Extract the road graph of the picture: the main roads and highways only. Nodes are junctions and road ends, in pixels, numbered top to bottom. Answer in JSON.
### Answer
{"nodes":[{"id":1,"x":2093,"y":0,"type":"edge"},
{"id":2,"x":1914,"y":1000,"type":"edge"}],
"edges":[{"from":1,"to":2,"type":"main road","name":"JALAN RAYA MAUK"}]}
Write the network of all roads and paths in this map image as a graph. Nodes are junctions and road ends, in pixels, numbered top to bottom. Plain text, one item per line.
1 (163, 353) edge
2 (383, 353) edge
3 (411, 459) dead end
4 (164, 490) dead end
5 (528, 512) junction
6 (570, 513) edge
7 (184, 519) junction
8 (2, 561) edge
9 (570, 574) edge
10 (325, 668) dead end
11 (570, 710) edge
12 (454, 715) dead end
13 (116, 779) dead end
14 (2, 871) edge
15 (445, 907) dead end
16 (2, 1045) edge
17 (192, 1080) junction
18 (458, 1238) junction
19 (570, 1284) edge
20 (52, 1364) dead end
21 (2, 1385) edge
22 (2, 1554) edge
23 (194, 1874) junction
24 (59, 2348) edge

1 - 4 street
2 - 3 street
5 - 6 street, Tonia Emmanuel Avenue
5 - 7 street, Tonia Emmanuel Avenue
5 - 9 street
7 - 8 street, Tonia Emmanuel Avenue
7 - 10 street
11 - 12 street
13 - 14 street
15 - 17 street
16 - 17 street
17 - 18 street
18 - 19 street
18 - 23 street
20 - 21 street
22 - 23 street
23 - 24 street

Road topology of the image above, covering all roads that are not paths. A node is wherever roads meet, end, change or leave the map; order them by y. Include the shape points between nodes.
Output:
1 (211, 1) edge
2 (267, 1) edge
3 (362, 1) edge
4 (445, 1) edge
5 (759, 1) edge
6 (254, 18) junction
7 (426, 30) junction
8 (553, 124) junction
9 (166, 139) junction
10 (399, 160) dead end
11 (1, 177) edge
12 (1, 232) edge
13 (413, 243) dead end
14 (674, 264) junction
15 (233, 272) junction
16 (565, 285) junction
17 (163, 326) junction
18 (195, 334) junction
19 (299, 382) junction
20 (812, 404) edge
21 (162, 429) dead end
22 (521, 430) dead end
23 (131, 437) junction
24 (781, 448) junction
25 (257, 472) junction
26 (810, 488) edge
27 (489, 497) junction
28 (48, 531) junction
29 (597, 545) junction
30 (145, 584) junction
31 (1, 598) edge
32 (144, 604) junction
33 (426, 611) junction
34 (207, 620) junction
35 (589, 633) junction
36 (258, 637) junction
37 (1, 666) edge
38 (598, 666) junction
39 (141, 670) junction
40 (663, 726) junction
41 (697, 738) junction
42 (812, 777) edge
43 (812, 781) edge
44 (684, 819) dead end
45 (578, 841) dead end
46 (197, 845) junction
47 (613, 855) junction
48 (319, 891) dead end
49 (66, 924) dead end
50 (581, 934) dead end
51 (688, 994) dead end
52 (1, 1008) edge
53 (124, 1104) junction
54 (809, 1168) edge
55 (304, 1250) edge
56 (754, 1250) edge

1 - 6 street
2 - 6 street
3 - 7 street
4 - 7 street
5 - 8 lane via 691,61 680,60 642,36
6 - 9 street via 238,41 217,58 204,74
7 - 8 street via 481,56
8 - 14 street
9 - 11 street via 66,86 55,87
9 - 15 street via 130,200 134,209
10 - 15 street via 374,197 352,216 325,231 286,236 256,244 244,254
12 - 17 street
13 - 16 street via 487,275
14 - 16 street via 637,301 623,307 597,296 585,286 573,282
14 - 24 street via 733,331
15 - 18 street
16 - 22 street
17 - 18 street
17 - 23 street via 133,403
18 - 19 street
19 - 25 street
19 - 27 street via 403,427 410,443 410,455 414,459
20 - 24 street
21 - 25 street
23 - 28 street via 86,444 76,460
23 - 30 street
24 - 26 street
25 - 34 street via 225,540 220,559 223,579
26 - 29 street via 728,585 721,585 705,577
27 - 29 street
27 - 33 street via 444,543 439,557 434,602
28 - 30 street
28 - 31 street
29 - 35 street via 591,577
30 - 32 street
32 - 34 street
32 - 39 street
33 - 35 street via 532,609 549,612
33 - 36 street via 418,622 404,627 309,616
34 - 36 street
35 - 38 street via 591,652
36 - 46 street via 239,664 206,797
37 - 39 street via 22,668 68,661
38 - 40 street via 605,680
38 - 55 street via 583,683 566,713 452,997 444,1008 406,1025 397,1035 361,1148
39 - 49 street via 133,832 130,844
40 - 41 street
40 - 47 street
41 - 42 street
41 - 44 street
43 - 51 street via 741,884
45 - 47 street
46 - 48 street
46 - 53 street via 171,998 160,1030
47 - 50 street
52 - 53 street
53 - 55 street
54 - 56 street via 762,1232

☆ ☆ ☆ ☆ ☆

Set the whole listing down again, unchanged.

Output of the exercise
Extract the road graph of the picture: the main roads and highways only. Nodes are junctions and road ends, in pixels, numbered top to bottom. Answer in JSON.
### Answer
{"nodes":[{"id":1,"x":2093,"y":0,"type":"edge"},
{"id":2,"x":1914,"y":1000,"type":"edge"}],
"edges":[{"from":1,"to":2,"type":"main road","name":"JALAN RAYA MAUK"}]}
Write the network of all roads and paths in this map image as a graph. Nodes are junctions and road ends, in pixels, numbered top to bottom. Plain text, one item per line.
1 (163, 353) edge
2 (383, 353) edge
3 (411, 459) dead end
4 (164, 490) dead end
5 (528, 512) junction
6 (570, 513) edge
7 (184, 519) junction
8 (2, 561) edge
9 (570, 574) edge
10 (325, 668) dead end
11 (570, 710) edge
12 (454, 715) dead end
13 (116, 779) dead end
14 (2, 871) edge
15 (445, 907) dead end
16 (2, 1045) edge
17 (192, 1080) junction
18 (458, 1238) junction
19 (570, 1284) edge
20 (52, 1364) dead end
21 (2, 1385) edge
22 (2, 1554) edge
23 (194, 1874) junction
24 (59, 2348) edge

1 - 4 street
2 - 3 street
5 - 6 street, Tonia Emmanuel Avenue
5 - 7 street, Tonia Emmanuel Avenue
5 - 9 street
7 - 8 street, Tonia Emmanuel Avenue
7 - 10 street
11 - 12 street
13 - 14 street
15 - 17 street
16 - 17 street
17 - 18 street
18 - 19 street
18 - 23 street
20 - 21 street
22 - 23 street
23 - 24 street

Road topology of the image above, covering all roads that are not paths. A node is wherever roads meet, end, change or leave the map; order them by y. Include the shape points between nodes.
Output:
1 (211, 1) edge
2 (267, 1) edge
3 (362, 1) edge
4 (445, 1) edge
5 (759, 1) edge
6 (254, 18) junction
7 (426, 30) junction
8 (553, 124) junction
9 (166, 139) junction
10 (399, 160) dead end
11 (1, 177) edge
12 (1, 232) edge
13 (413, 243) dead end
14 (674, 264) junction
15 (233, 272) junction
16 (565, 285) junction
17 (163, 326) junction
18 (195, 334) junction
19 (299, 382) junction
20 (812, 404) edge
21 (162, 429) dead end
22 (521, 430) dead end
23 (131, 437) junction
24 (781, 448) junction
25 (257, 472) junction
26 (810, 488) edge
27 (489, 497) junction
28 (48, 531) junction
29 (597, 545) junction
30 (145, 584) junction
31 (1, 598) edge
32 (144, 604) junction
33 (426, 611) junction
34 (207, 620) junction
35 (589, 633) junction
36 (258, 637) junction
37 (1, 666) edge
38 (598, 666) junction
39 (141, 670) junction
40 (663, 726) junction
41 (697, 738) junction
42 (812, 777) edge
43 (812, 781) edge
44 (684, 819) dead end
45 (578, 841) dead end
46 (197, 845) junction
47 (613, 855) junction
48 (319, 891) dead end
49 (66, 924) dead end
50 (581, 934) dead end
51 (688, 994) dead end
52 (1, 1008) edge
53 (124, 1104) junction
54 (809, 1168) edge
55 (304, 1250) edge
56 (754, 1250) edge

1 - 6 street
2 - 6 street
3 - 7 street
4 - 7 street
5 - 8 lane via 691,61 680,60 642,36
6 - 9 street via 238,41 217,58 204,74
7 - 8 street via 481,56
8 - 14 street
9 - 11 street via 66,86 55,87
9 - 15 street via 130,200 134,209
10 - 15 street via 374,197 352,216 325,231 286,236 256,244 244,254
12 - 17 street
13 - 16 street via 487,275
14 - 16 street via 637,301 623,307 597,296 585,286 573,282
14 - 24 street via 733,331
15 - 18 street
16 - 22 street
17 - 18 street
17 - 23 street via 133,403
18 - 19 street
19 - 25 street
19 - 27 street via 403,427 410,443 410,455 414,459
20 - 24 street
21 - 25 street
23 - 28 street via 86,444 76,460
23 - 30 street
24 - 26 street
25 - 34 street via 225,540 220,559 223,579
26 - 29 street via 728,585 721,585 705,577
27 - 29 street
27 - 33 street via 444,543 439,557 434,602
28 - 30 street
28 - 31 street
29 - 35 street via 591,577
30 - 32 street
32 - 34 street
32 - 39 street
33 - 35 street via 532,609 549,612
33 - 36 street via 418,622 404,627 309,616
34 - 36 street
35 - 38 street via 591,652
36 - 46 street via 239,664 206,797
37 - 39 street via 22,668 68,661
38 - 40 street via 605,680
38 - 55 street via 583,683 566,713 452,997 444,1008 406,1025 397,1035 361,1148
39 - 49 street via 133,832 130,844
40 - 41 street
40 - 47 street
41 - 42 street
41 - 44 street
43 - 51 street via 741,884
45 - 47 street
46 - 48 street
46 - 53 street via 171,998 160,1030
47 - 50 street
52 - 53 street
53 - 55 street
54 - 56 street via 762,1232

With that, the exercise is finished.